Science:Math Exam Resources/Courses/MATH101 B/April 2024/Question 17 (d)/Solution 1

The expected value of ${\displaystyle X^{2}}$ is

$${\displaystyle {\begin{aligned}\mathbb {E} (X^{2})&=\int _{-\infty }^{\infty }x^{2}f(x)\;\mathrm {d} x=\int _{-1/2}^{0}x^{2}\;\mathrm {d} x+\int _{0}^{1/4}2x^{2}\;\mathrm {d} x\\&=\left.\left[{\frac {x^{3}}{3}}\right]\right|_{-1/2}^{0}+\left.\left[{\frac {2x^{3}}{3}}\right]\right|_{0}^{1/4}={\frac {1}{3}}\cdot {\frac {1}{8}}+{\frac {2}{3}}\cdot {\frac {1}{64}}={\frac {1}{3}}\left({\frac {1}{8}}+{\frac {1}{32}}\right)={\frac {1}{3}}\cdot {\frac {5}{32}}={\frac {5}{3\cdot 2^{5}}}.\end{aligned}}}$$

Recall from part (c) that ${\displaystyle \mathbb {E} (X)=-{\frac {1}{16}}=-{\frac {1}{2^{4}}}}$. Thus,

$${\displaystyle {\begin{aligned}\mathrm {Var} (X)&=\mathbb {E} (X^{2})-(\mathbb {E} X)^{2}={\frac {5}{3\cdot 2^{5}}}-{\frac {1}{2^{8}}}={\frac {5\cdot 2^{3}-3}{3\cdot 2^{8}}}={\frac {37}{3\cdot 2^{8}}}.\end{aligned}}}$$

Taking the square root of this, the standard deviation of ${\displaystyle X}$ is ${\displaystyle \sigma (X)={\frac {\sqrt {37/3}}{16}}}$. Therefore, the interval we are looking for is ${\displaystyle [\mathbb {E} (X)-\sigma (X),\mathbb {E} (X)+\sigma (X)]=\left[-{\frac {1}{16}}-{\frac {\sqrt {37/3}}{16}},-{\frac {1}{16}}+{\frac {\sqrt {37/3}}{16}}\right]}$.

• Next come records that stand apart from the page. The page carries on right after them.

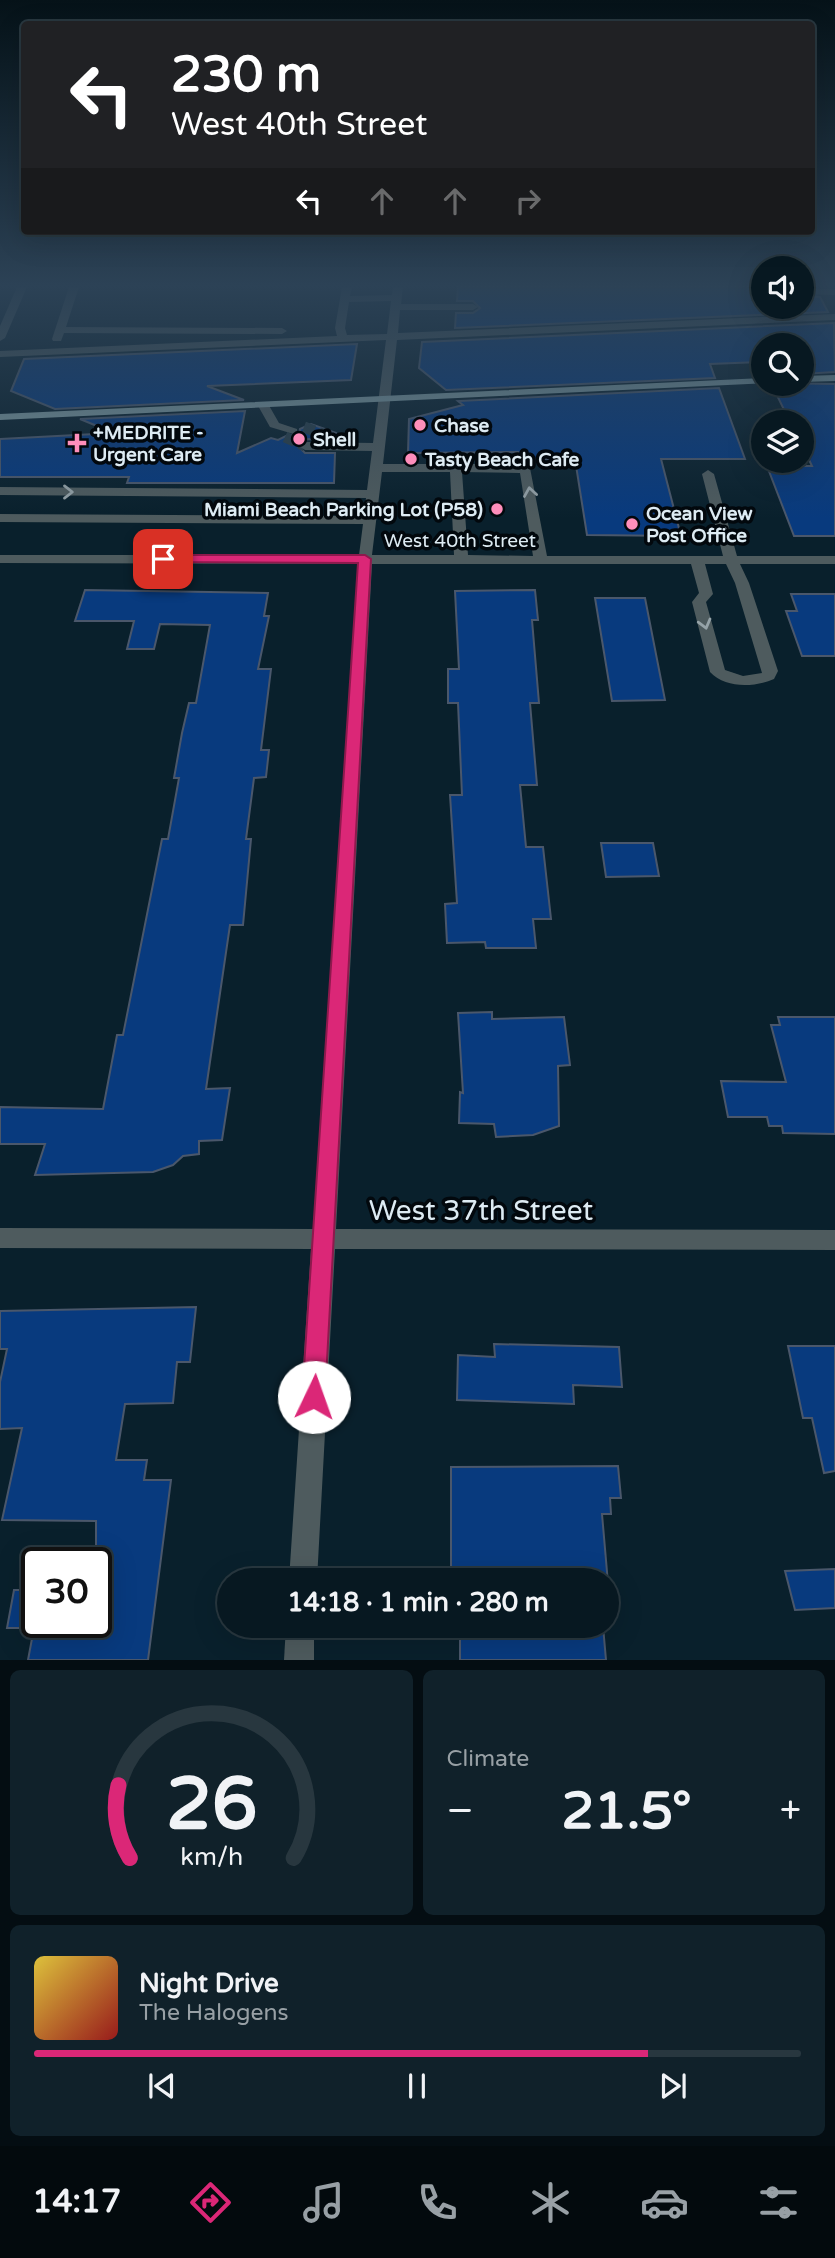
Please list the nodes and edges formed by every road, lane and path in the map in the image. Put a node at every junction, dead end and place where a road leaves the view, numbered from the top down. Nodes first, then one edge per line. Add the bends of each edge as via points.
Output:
1 (388, 364) edge
2 (835, 378) edge
3 (814, 379) edge
4 (751, 382) edge
5 (383, 399) junction
6 (263, 404) junction
7 (0, 417) edge
8 (291, 431) tunnel mouth
9 (318, 442) tunnel mouth
10 (378, 447) junction
11 (376, 468) junction
12 (456, 468) junction
13 (708, 474) dead end
14 (0, 491) edge
15 (373, 494) junction
16 (0, 518) edge
17 (369, 520) junction
18 (0, 559) edge
19 (365, 559) junction
20 (461, 559) junction
21 (541, 560) junction
22 (697, 560) junction
23 (731, 560) junction
24 (835, 561) edge
25 (0, 1238) edge
26 (323, 1240) junction
27 (835, 1240) edge
28 (304, 1568) edge
29 (300, 1638) edge
30 (299, 1660) edge

1 - 5 street
2 - 3 main road
4 - 5 main road
5 - 6 main road
5 - 10 street
6 - 7 main road
6 - 8 street via 274,425
9 - 10 street
10 - 11 street
11 - 12 street
11 - 15 street
12 - 20 street
21 -> 12 street via 526,471
13 - 23 street
14 -> 15 street
15 - 17 street
16 - 17 street
17 - 19 street
18 - 19 street, West 40th Street
19 - 20 street, West 40th Street
19 - 26 street
20 - 21 street, West 40th Street
21 - 22 street, West 40th Street
22 - 23 street, West 40th Street
22 -> 23 street via 706,594 699,602 718,672 737,680 762,680 770,671
23 - 24 street, West 40th Street
25 - 26 street, West 37th Street
26 - 27 street, West 37th Street
26 - 28 street
29 - 30 street

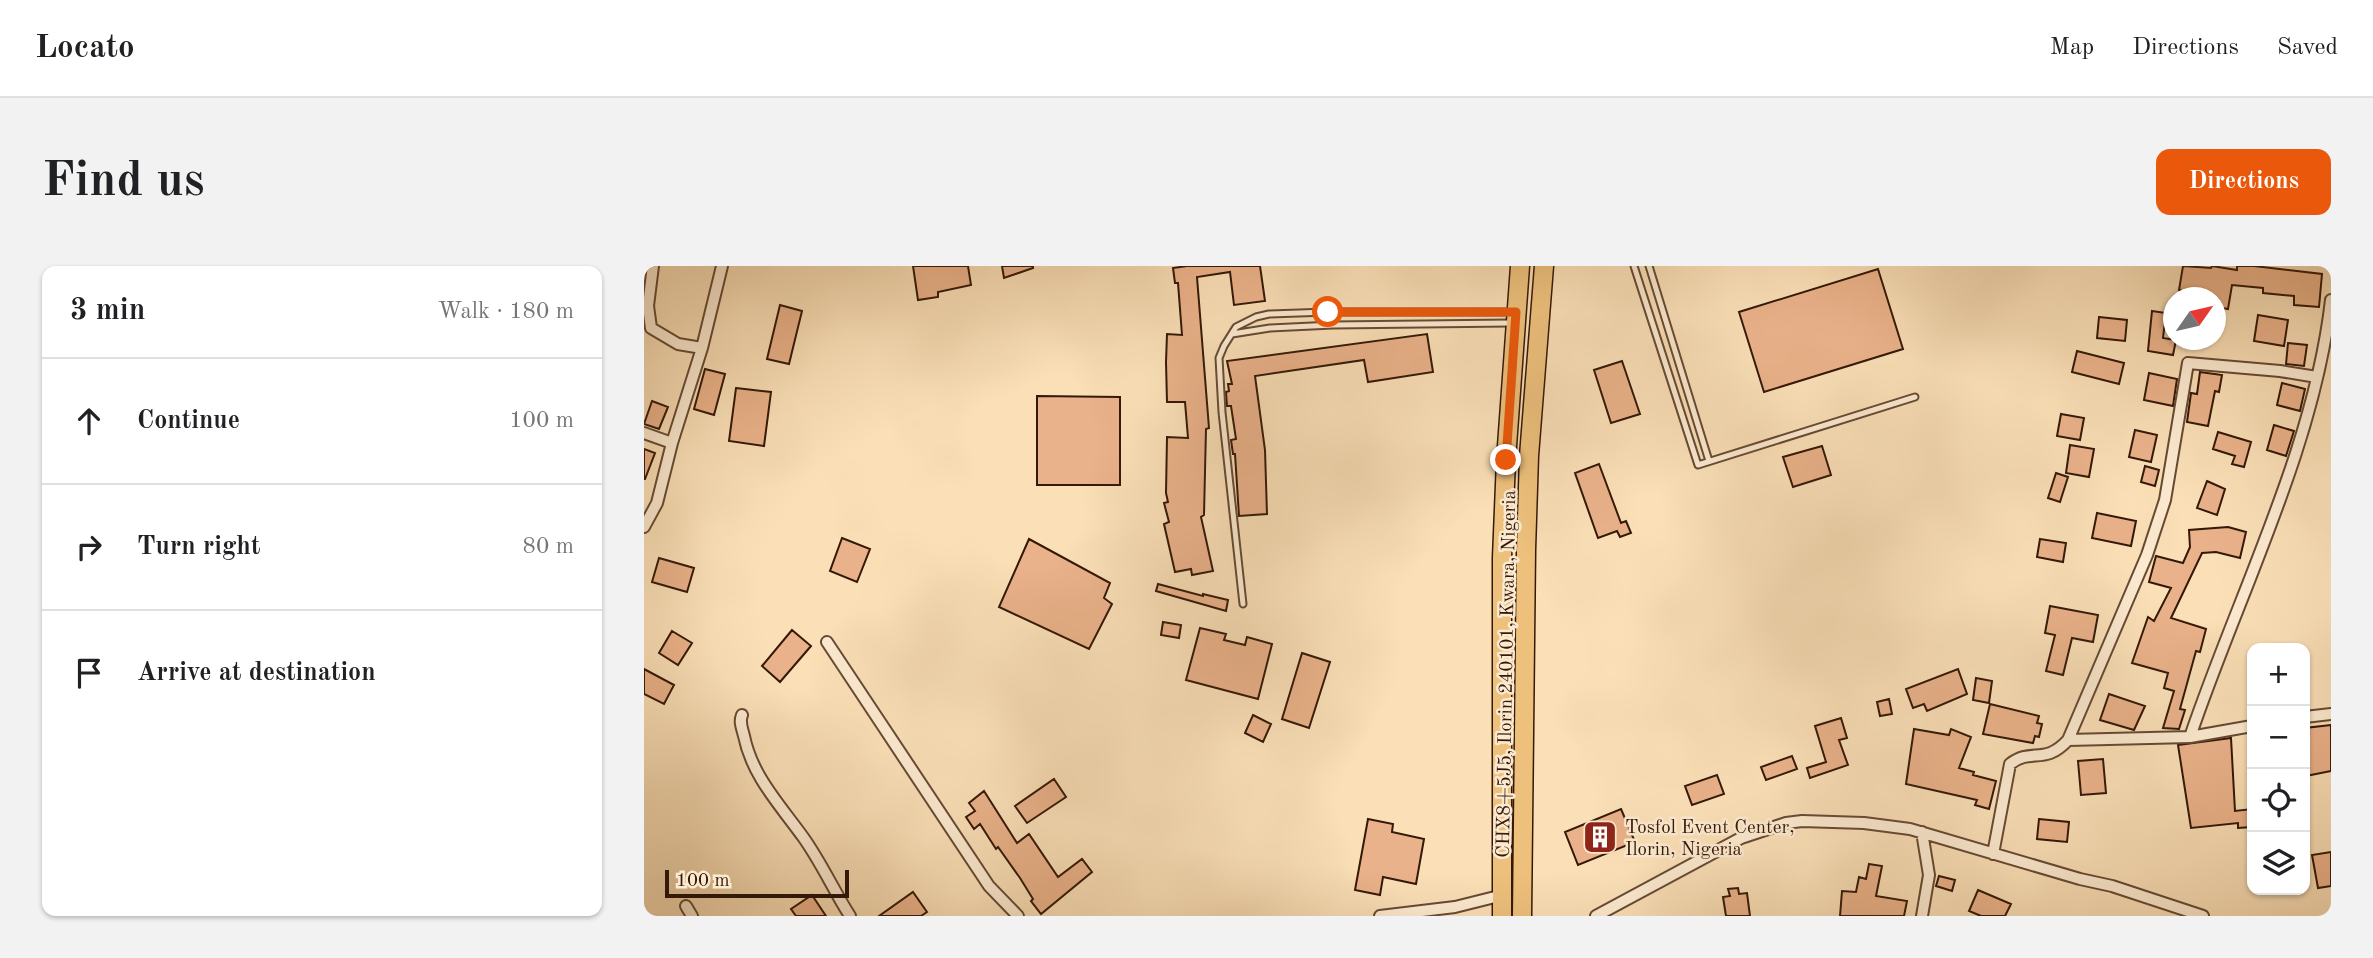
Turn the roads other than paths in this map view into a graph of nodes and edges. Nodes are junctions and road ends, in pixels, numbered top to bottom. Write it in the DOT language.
graph roads {
  1 [pos="653,266"];
  2 [pos="722,266"];
  3 [pos="1520,266"];
  4 [pos="1544,266"];
  5 [pos="1634,266"];
  6 [pos="1649,266"];
  7 [pos="2331,300"];
  8 [pos="1515,317"];
  9 [pos="1232,334"];
  10 [pos="702,348"];
  11 [pos="2317,377"];
  12 [pos="1914,397"];
  13 [pos="644,433"];
  14 [pos="672,443"];
  15 [pos="1709,461"];
  16 [pos="644,527"];
  17 [pos="1243,604"];
  18 [pos="827,642"];
  19 [pos="2331,714"];
  20 [pos="742,715"];
  21 [pos="2310,716"];
  22 [pos="2247,727"];
  23 [pos="2190,737"];
  24 [pos="2068,740"];
  25 [pos="1922,832"];
  26 [pos="1993,854"];
  27 [pos="1503,895"];
  28 [pos="850,916"];
  29 [pos="1018,916"];
  30 [pos="1380,916"];
  31 [pos="1502,916"];
  32 [pos="1522,916"];
  33 [pos="1596,916"];
  34 [pos="1922,916"];
  35 [pos="2203,916"];
  1 -- 10 [label="street"];
  2 -- 10 [label="street"];
  3 -- 8 [label="main road, CHX8+5J5, Ilorin 240101, Kwara, Nigeria"];
  4 -- 32 [label="main road, CHX8+5J5, Ilorin 240101, Kwara, Nigeria"];
  5 -- 15 [label="lane"];
  6 -- 15 [label="lane"];
  7 -- 11 [label="street"];
  8 -- 9 [label="lane"];
  8 -- 9 [label="lane"];
  8 -- 27 [label="main road, CHX8+5J5, Ilorin 240101, Kwara, Nigeria"];
  9 -- 17 [label="lane"];
  10 -- 14 [label="street"];
  11 -- 23 [label="street"];
  11 -- 24 [label="street"];
  12 -- 15 [label="lane"];
  13 -- 14 [label="street"];
  14 -- 16 [label="street"];
  18 -- 29 [label="street"];
  19 -- 21 [label="street"];
  20 -- 28 [label="street"];
  22 -- 23 [label="street"];
  23 -- 24 [label="street"];
  24 -- 26 [label="street"];
  25 -- 26 [label="street"];
  25 -- 33 [label="street"];
  25 -- 34 [label="street"];
  26 -- 35 [label="street"];
  27 -- 30 [label="street"];
  27 -- 31 [label="main road, CHX8+5J5, Ilorin 240101, Kwara, Nigeria"];
}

Note that depending on how much or how little one simplified along the way, it is possible to get different (equivalent) answers, such as ${\displaystyle \left[-{\frac {1}{16}}-{\sqrt {{\frac {5}{96}}-{\frac {1}{16^{2}}}}},-{\frac {1}{16}}+{\sqrt {{\frac {5}{96}}-{\frac {1}{16^{2}}}}}\right]}$.